Beau's apology and explanation for missing his sister's birthday was graciously accepted by his maman for she was fully cognizant of the latest gossip concerning her stepson. Albington's valet had discussed the ballet dancers with his sister, who was dresser to Chelsea's mother-in-law, the Dowager Duchess of Seth. And yesterday, over tea, the Dowager Duchess had told Chelsea not only of Miss Gambetta's liaison with Beau but of her hopes for joining the St. Jules family.
While Chelsea's entrance into the family had been unconventional in the extreme, she was under the impression after listening to the details related by her mother-in-law that Miss Gambetta seemed more intent on acquiring Beau's title than his love. A romantic at heart, Chelsea preferred a love match for her stepson.

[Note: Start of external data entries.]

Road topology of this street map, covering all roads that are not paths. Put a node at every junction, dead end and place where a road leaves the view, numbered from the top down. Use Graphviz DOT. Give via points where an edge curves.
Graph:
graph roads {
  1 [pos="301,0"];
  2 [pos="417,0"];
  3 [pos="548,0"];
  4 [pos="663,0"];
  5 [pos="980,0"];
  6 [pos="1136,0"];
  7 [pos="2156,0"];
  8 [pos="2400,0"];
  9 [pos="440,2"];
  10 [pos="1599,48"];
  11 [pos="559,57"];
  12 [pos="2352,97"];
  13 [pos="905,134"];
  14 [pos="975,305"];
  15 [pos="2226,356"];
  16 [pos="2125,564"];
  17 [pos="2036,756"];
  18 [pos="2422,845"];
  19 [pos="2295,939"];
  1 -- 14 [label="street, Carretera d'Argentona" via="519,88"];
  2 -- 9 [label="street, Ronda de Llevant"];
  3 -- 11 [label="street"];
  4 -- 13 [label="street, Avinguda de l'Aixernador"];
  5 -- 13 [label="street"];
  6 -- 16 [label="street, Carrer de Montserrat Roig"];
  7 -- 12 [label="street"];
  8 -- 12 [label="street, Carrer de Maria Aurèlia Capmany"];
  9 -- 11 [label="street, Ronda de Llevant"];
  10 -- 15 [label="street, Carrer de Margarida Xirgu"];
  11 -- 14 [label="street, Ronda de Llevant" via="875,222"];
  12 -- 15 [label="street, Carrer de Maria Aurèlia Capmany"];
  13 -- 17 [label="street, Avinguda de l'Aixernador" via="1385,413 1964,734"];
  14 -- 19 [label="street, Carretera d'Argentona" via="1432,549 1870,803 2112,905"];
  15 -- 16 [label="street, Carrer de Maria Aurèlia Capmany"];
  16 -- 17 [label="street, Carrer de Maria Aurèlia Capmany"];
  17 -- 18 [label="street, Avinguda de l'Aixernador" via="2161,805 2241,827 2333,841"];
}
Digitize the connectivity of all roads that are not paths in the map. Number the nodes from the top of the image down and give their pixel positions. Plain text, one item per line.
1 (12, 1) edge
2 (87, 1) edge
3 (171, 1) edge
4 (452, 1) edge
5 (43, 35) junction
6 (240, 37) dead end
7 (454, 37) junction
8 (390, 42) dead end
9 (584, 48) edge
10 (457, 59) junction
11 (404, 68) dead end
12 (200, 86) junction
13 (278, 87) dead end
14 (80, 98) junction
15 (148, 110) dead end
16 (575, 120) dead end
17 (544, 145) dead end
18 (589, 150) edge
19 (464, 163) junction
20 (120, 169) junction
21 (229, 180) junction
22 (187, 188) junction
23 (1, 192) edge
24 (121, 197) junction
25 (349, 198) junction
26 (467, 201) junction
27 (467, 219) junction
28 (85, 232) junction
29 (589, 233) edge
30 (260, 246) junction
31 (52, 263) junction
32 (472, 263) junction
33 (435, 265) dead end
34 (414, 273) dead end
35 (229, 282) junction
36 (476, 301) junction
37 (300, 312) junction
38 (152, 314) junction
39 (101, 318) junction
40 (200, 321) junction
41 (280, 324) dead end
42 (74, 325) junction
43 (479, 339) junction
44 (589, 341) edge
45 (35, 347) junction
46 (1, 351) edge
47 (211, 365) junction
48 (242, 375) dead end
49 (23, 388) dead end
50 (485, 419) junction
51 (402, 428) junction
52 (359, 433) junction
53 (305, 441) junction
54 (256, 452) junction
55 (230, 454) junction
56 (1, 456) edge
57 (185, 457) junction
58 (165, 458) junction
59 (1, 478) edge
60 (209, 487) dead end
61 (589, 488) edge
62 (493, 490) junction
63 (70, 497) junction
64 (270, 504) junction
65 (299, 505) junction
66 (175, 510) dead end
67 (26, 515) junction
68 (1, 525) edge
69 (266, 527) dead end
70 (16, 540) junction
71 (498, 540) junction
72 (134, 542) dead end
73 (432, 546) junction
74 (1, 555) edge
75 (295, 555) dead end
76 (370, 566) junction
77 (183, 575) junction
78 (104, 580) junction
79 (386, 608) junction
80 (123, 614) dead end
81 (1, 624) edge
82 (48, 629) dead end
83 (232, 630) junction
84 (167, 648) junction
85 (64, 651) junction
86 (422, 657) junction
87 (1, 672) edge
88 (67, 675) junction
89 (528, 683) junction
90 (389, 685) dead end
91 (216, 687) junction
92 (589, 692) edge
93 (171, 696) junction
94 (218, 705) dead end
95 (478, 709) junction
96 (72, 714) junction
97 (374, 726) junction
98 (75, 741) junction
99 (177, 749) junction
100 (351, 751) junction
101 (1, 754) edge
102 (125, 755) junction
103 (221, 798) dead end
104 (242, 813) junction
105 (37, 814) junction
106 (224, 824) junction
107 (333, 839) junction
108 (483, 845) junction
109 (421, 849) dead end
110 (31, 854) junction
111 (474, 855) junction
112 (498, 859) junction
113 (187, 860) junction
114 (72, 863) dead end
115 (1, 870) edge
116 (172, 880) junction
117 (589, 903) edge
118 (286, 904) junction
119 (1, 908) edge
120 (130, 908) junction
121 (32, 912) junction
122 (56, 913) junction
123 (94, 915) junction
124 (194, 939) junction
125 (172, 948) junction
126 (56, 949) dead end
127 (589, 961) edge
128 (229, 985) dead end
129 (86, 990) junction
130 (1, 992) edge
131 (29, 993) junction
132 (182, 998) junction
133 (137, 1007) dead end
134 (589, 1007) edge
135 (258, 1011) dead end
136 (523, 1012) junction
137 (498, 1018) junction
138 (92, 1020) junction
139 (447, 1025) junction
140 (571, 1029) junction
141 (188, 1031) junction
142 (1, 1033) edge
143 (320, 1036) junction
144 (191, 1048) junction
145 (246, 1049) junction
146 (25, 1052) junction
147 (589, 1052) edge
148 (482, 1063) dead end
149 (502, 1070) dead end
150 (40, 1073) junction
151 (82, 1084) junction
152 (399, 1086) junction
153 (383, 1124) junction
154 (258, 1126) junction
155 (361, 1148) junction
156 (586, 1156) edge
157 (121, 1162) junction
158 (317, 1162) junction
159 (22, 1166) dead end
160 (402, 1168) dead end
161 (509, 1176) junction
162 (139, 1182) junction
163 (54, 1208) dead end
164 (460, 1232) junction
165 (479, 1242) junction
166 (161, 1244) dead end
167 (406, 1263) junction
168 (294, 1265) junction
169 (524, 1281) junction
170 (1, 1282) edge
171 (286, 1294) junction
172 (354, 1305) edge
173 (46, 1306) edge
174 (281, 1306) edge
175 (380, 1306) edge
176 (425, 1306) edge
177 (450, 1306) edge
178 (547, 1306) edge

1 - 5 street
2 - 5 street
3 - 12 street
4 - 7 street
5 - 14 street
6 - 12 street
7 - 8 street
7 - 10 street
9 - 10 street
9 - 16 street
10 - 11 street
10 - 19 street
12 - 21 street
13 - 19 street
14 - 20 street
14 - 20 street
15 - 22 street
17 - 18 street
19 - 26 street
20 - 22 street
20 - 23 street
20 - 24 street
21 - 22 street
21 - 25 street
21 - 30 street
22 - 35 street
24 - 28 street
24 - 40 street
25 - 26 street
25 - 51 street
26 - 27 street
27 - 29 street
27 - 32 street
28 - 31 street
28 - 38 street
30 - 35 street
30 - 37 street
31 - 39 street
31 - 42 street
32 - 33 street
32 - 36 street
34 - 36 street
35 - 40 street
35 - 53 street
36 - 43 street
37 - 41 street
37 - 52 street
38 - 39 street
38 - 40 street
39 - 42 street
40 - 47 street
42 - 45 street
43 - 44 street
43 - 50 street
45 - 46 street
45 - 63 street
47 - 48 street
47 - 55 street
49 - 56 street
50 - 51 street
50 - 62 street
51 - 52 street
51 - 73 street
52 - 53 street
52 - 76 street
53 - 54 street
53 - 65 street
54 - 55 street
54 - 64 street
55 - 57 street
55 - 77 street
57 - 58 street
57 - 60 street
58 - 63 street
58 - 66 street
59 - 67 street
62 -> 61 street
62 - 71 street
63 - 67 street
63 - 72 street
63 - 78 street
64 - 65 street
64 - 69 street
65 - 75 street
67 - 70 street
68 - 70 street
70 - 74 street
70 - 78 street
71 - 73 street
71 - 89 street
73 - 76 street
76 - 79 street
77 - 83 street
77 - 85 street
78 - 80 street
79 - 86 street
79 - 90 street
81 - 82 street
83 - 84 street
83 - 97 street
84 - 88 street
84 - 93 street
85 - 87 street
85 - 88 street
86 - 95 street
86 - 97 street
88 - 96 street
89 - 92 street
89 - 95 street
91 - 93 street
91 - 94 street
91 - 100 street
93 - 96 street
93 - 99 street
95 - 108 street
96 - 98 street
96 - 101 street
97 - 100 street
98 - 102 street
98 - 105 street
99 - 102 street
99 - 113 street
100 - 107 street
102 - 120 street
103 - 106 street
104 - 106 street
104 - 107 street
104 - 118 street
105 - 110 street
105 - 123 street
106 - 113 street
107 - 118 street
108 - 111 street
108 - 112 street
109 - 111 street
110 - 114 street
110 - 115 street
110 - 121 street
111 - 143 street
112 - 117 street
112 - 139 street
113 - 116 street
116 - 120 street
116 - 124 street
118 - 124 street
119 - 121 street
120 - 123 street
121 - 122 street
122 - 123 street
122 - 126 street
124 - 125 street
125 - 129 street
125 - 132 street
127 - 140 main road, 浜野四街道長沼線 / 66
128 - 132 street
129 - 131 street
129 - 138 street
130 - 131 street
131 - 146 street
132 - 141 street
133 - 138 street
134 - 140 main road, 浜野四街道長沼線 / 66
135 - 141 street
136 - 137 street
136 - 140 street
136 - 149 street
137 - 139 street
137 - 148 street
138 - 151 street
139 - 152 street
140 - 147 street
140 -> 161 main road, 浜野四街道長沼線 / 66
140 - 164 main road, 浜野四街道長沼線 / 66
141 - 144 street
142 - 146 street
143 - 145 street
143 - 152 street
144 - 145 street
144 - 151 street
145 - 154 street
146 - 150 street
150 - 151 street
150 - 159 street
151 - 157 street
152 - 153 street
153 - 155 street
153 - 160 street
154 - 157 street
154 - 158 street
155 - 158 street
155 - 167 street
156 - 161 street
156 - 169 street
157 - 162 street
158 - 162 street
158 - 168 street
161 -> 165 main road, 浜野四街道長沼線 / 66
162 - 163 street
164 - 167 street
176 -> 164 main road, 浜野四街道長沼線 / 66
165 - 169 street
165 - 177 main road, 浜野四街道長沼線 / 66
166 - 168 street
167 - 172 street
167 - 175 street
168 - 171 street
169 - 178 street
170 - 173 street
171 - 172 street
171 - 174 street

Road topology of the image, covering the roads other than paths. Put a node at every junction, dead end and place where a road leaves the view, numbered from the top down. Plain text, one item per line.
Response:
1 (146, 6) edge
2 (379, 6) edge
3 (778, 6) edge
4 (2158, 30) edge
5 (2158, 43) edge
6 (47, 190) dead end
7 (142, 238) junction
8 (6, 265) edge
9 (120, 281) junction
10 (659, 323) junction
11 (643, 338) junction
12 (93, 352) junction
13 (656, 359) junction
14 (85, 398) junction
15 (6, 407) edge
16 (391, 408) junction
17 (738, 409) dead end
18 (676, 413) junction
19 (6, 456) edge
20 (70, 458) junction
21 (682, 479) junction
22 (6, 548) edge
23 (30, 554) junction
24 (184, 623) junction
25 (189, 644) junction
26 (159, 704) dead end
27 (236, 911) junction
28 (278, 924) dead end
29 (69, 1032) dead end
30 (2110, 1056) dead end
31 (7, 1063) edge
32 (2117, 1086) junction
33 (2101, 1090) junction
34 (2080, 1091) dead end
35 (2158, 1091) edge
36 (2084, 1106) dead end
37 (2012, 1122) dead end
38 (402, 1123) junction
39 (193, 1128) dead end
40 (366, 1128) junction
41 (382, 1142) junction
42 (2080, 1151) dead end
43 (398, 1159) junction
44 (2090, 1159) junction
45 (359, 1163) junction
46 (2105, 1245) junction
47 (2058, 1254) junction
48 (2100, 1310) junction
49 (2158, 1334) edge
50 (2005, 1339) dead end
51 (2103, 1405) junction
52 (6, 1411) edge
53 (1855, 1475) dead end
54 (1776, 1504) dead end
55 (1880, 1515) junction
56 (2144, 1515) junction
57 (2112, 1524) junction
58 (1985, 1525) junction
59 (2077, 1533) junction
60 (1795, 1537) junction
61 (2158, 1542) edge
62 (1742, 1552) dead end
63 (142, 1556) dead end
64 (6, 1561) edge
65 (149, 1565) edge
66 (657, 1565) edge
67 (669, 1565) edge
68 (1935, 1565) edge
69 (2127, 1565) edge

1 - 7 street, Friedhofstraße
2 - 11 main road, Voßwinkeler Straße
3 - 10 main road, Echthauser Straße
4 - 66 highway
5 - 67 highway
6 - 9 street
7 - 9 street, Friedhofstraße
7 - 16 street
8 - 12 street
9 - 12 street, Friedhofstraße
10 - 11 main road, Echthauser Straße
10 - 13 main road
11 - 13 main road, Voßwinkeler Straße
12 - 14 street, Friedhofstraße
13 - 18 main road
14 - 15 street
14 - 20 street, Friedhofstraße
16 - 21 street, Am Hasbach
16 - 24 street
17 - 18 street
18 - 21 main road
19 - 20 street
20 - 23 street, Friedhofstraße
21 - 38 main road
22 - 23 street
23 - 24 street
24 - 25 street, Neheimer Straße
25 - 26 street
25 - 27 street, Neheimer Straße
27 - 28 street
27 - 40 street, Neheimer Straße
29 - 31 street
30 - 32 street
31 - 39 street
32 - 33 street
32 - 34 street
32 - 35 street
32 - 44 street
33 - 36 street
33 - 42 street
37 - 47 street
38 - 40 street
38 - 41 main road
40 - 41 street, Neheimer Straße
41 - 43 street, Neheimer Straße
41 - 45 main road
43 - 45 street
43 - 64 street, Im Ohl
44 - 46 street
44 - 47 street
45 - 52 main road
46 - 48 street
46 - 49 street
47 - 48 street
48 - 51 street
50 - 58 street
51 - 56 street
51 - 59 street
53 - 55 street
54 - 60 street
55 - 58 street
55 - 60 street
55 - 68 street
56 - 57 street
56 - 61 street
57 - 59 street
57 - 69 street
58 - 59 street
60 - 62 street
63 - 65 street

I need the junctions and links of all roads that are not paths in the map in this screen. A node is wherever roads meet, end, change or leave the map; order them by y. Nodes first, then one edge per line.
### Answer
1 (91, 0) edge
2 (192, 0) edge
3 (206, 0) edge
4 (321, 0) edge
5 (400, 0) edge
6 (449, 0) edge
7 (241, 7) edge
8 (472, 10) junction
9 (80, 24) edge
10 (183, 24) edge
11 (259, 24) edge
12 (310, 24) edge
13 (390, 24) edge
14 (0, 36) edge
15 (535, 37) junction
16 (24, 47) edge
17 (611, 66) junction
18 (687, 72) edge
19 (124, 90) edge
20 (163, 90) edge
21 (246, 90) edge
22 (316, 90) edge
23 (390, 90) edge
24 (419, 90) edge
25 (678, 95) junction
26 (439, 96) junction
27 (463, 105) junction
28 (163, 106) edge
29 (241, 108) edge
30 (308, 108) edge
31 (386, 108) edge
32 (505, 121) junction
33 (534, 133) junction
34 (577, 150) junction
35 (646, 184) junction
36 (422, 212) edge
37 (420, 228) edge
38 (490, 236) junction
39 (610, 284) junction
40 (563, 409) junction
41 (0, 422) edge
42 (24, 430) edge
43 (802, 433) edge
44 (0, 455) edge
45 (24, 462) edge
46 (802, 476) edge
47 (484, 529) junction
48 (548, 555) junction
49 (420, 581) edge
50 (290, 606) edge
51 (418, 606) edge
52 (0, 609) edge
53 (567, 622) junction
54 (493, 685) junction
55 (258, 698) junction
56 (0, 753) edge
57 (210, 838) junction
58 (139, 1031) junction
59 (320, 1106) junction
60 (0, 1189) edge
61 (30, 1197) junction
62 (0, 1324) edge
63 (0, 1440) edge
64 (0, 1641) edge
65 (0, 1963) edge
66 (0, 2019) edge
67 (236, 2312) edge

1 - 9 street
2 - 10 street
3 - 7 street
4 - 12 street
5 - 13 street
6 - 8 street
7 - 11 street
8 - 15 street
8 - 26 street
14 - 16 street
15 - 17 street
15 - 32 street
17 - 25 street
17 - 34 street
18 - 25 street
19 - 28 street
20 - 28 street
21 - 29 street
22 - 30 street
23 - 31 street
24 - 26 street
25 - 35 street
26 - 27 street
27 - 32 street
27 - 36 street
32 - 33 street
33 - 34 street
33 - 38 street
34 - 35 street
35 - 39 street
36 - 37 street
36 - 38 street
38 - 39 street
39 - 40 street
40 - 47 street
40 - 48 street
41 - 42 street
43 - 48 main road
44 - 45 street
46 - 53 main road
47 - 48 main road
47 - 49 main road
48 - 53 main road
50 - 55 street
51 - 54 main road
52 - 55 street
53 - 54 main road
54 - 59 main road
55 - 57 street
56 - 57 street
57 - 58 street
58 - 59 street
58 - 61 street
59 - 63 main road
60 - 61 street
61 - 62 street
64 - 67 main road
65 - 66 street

"We saved you a big piece of cake," Nell said to Beau the instant his apology was concluded. "Do you want it now or after I show you the pattern books of gowns I want at Madame La Clerque's?"
"Let Beau eat his breakfast first," her mother suggested.
"You missed out on the bestest ice cream," his youngest sister, Sally, said. "I bet you're sorry." At five, her priorities were decidedly different from her brother's.
"Beau doesn't care about ice cream, Sally. He just cares about horses." Just recently ten, Jack was thoroughly enamored of horses.